Republican vice presidential candidate JD Vance tried to assure NBC News Meet the Press host Kristen Welker that his intention behind the “sarcastic comment” he made about childless cat ladies was his take on women wanting more “options.”
In the summer of 2021, the then-US Senate candidate told Tucker Carlson that he believed the United States was effectively run “by a bunch of childless cat ladies who are miserable at their own lives and the choices that they’ve made, and so they want to make the rest of the country miserable, too.” In that interview, he mentioned now-Democratic presidential candidate Kamala Harris, who is a stepmother, by name.
When Welker asked him about these comments, Vance said that he’s talked to women, and what he “consistently hear[s] is that a lot of young women feel like they don’t have options.” He continued, “I just want women to have more choices.”
Vance was talking about how hard it is for mothers to have children, as well as a fruitful and healthy career. This reality is difficult for the around 24 million working mothers (with children under 18) across the country, who tend to make less than their fatherly counterparts and are more likely to do a heavier share of the work it takes to keep children alive and well at home.
On other hard decisions for mothers, Vance has suggested that women ought to stay in violent marriages for the sake of the children.
Sunday’s MTP interview is the latest in what could have been an apology tour for Vance’s past remarks, but has instead turned into a continual reframing of the original quote. On Sunday, Welker gave her guest several opportunities to apologize directly, but to little avail.
Some women, Welker began, feel like the comments were a “gut punch to them.” “Do you regret making that comment?” she asked.
“Look,” Vance responded, “I regret, certainly, that a lot of people took it the wrong way.”
“But do you regret what you said, senator?” Welker followed up.

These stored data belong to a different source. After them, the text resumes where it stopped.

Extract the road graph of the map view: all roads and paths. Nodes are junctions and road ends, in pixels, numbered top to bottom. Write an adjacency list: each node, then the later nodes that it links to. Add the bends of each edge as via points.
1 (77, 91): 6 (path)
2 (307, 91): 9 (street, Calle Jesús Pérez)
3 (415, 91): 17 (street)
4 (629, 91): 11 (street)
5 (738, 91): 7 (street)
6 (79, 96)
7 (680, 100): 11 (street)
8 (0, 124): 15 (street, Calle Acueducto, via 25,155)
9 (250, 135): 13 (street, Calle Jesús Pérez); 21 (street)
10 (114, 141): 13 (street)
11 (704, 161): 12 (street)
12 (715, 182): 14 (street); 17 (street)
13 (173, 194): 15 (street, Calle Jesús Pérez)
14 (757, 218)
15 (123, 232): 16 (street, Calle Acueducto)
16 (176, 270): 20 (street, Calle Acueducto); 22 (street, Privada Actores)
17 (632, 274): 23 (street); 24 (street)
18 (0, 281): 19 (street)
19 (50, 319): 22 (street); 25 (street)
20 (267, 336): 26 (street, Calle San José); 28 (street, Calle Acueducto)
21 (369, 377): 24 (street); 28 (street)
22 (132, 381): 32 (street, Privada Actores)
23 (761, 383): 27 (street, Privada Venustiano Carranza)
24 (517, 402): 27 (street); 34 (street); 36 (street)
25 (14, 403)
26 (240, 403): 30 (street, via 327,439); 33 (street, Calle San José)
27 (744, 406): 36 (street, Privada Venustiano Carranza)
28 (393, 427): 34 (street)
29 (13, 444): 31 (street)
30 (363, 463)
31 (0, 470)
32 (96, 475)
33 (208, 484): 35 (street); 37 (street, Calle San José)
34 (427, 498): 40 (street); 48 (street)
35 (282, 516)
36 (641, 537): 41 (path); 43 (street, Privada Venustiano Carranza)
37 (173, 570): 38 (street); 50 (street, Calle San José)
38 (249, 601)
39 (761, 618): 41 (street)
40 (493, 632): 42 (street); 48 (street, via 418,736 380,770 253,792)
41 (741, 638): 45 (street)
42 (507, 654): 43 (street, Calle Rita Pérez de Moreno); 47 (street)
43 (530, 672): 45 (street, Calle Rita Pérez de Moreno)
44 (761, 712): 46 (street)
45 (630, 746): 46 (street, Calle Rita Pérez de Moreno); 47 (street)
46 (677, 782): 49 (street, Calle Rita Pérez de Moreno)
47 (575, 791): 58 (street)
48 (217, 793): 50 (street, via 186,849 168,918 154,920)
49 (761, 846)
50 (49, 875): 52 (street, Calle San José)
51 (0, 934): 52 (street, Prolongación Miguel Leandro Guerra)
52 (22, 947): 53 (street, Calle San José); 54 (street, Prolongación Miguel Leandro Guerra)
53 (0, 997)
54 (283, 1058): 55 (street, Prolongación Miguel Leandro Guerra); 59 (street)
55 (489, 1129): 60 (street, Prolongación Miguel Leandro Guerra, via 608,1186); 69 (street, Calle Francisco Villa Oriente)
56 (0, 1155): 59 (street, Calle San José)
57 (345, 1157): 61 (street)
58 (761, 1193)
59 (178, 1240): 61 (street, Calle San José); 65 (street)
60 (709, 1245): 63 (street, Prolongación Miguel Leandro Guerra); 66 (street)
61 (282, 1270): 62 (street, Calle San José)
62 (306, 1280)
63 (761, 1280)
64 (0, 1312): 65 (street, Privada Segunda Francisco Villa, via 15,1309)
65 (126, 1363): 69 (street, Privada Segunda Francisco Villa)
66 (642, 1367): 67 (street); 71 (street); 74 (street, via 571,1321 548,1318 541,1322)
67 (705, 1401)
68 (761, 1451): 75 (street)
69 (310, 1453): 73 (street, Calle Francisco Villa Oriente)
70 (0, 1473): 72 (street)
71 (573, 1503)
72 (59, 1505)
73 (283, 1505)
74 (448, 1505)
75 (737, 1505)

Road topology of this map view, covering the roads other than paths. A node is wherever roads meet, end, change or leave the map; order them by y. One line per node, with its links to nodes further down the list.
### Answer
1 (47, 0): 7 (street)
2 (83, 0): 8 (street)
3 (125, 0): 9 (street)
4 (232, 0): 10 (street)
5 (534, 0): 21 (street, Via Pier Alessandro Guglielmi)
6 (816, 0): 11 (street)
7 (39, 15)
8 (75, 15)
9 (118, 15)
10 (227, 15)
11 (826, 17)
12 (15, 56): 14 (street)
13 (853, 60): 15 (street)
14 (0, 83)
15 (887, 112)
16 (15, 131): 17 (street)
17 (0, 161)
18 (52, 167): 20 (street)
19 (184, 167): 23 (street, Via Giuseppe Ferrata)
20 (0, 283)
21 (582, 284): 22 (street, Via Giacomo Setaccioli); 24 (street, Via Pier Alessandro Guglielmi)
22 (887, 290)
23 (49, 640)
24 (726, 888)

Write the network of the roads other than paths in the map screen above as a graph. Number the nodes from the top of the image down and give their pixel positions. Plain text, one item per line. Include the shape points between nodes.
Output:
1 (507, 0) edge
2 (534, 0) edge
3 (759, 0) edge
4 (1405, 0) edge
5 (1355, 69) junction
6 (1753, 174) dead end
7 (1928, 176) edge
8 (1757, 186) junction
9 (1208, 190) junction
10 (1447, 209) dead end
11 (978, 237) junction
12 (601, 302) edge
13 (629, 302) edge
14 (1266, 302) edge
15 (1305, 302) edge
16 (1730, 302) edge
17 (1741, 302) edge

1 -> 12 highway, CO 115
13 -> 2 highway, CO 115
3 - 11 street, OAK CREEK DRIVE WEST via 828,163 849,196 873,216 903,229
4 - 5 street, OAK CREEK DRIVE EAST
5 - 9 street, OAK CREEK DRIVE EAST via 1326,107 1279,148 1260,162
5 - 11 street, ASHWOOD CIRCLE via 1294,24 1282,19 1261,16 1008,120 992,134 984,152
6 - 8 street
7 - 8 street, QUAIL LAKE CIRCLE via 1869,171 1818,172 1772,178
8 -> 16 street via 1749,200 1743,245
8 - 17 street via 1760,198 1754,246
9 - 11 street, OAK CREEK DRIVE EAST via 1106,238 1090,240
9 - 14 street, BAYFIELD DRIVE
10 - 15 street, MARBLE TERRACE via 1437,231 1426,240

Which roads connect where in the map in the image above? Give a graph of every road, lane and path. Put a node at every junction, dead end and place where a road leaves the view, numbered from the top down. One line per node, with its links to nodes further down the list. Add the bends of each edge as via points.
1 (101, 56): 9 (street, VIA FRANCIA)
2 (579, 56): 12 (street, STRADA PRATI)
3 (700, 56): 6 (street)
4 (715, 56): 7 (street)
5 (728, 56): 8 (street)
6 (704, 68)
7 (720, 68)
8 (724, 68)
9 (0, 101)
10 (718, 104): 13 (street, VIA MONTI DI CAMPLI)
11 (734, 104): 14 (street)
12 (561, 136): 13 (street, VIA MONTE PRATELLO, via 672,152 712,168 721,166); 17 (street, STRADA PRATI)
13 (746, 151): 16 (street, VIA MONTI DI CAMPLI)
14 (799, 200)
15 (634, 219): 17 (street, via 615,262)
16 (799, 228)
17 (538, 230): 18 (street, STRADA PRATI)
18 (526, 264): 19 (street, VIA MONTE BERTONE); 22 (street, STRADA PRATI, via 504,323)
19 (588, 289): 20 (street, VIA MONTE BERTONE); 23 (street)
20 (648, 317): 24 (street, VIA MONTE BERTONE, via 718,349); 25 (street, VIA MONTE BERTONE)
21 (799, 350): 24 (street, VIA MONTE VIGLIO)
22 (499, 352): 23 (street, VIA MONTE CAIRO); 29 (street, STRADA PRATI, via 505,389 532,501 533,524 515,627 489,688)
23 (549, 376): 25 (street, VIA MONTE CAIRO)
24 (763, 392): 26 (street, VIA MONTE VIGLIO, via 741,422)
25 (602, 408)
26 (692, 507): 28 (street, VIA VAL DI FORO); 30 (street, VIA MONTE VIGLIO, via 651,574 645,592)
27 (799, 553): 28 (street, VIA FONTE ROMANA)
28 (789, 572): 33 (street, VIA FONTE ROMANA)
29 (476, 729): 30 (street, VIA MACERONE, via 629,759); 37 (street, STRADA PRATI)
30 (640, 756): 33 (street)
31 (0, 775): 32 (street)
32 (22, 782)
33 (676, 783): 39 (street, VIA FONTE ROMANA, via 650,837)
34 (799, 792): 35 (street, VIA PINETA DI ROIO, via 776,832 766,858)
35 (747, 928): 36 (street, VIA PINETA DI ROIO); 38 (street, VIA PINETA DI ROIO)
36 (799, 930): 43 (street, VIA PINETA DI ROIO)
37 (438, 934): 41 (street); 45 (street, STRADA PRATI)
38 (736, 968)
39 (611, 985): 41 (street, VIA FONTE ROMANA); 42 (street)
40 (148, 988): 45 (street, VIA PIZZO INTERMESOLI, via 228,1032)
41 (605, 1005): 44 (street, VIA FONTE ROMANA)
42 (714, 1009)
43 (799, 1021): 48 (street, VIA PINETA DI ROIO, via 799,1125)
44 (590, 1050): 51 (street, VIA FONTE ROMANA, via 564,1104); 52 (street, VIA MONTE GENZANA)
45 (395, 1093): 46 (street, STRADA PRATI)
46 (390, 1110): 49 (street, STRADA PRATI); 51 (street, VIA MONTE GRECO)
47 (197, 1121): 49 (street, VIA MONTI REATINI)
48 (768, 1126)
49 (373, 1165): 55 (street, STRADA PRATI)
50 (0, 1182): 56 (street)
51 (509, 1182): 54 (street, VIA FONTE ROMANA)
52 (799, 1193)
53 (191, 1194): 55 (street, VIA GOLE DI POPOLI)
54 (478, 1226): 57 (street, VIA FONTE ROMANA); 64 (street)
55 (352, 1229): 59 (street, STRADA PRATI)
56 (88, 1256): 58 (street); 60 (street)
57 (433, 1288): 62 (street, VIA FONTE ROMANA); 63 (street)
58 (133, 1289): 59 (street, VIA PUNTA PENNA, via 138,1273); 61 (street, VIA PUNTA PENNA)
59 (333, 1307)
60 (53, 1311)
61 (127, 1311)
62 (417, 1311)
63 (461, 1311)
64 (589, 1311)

“Listen, I’m going to say things from time to time that people disagree with. I’m a real person. I’m gonna make jokes, I’m going to say things sarcastically, and I think that what’s important is that we focus on the policy.”
“But again, just very quickly,” Welker pushed, “given that people have told you directly, have spoken out, have said that they were offended, they were hurt by those comments, do you wish you’d never made those ‘childless cat lady’ comments?”
“I think it’s important for me to just be a normal human being who sometimes says things that people disagree—”
“So no regrets?” Welker cut in.
“I have a lot of regrets, Kristen, but making a joke three years ago is not in the top ten list,” Vance said with a smile.
Women across the country have shown—in polling, at the ballot box, and on the streets—that they do want more options. Options like if they want to have children and who has a right to interfere in that process—choices that Vance has supported getting rid of over the years.
In 2023, when those in his own state of Ohio voted to enshrine the right to access abortion care into their constitution, Vance posted a damning statement on X, former Twitter, saying in part that, “There is something sociopathic about a political movement that tells young women (and men) that it is liberating to murder their own children. So let’s keep fighting for our country’s children, and let’s find a way to win.”
In Vance’s most recent Meet the Press interview, he claimed that his running mate, former president Donald Trump, would not sign a federal abortion ban—even though he voiced support for one when he was in office.
And, when the Texas legislature passed a near-total abortion ban in 2021, Vance said that “it’s not whether a woman should be forced to bring a child to term” but “whether a child should be allowed to live even though the circumstances of that child’s birth are somehow inconvenient or a problem to the society.”
“We want women to have opportunities, we want women to have choices,” he continued in a podcast episode at the time, “but above all, we want women and young boys in the womb to have the right to life.”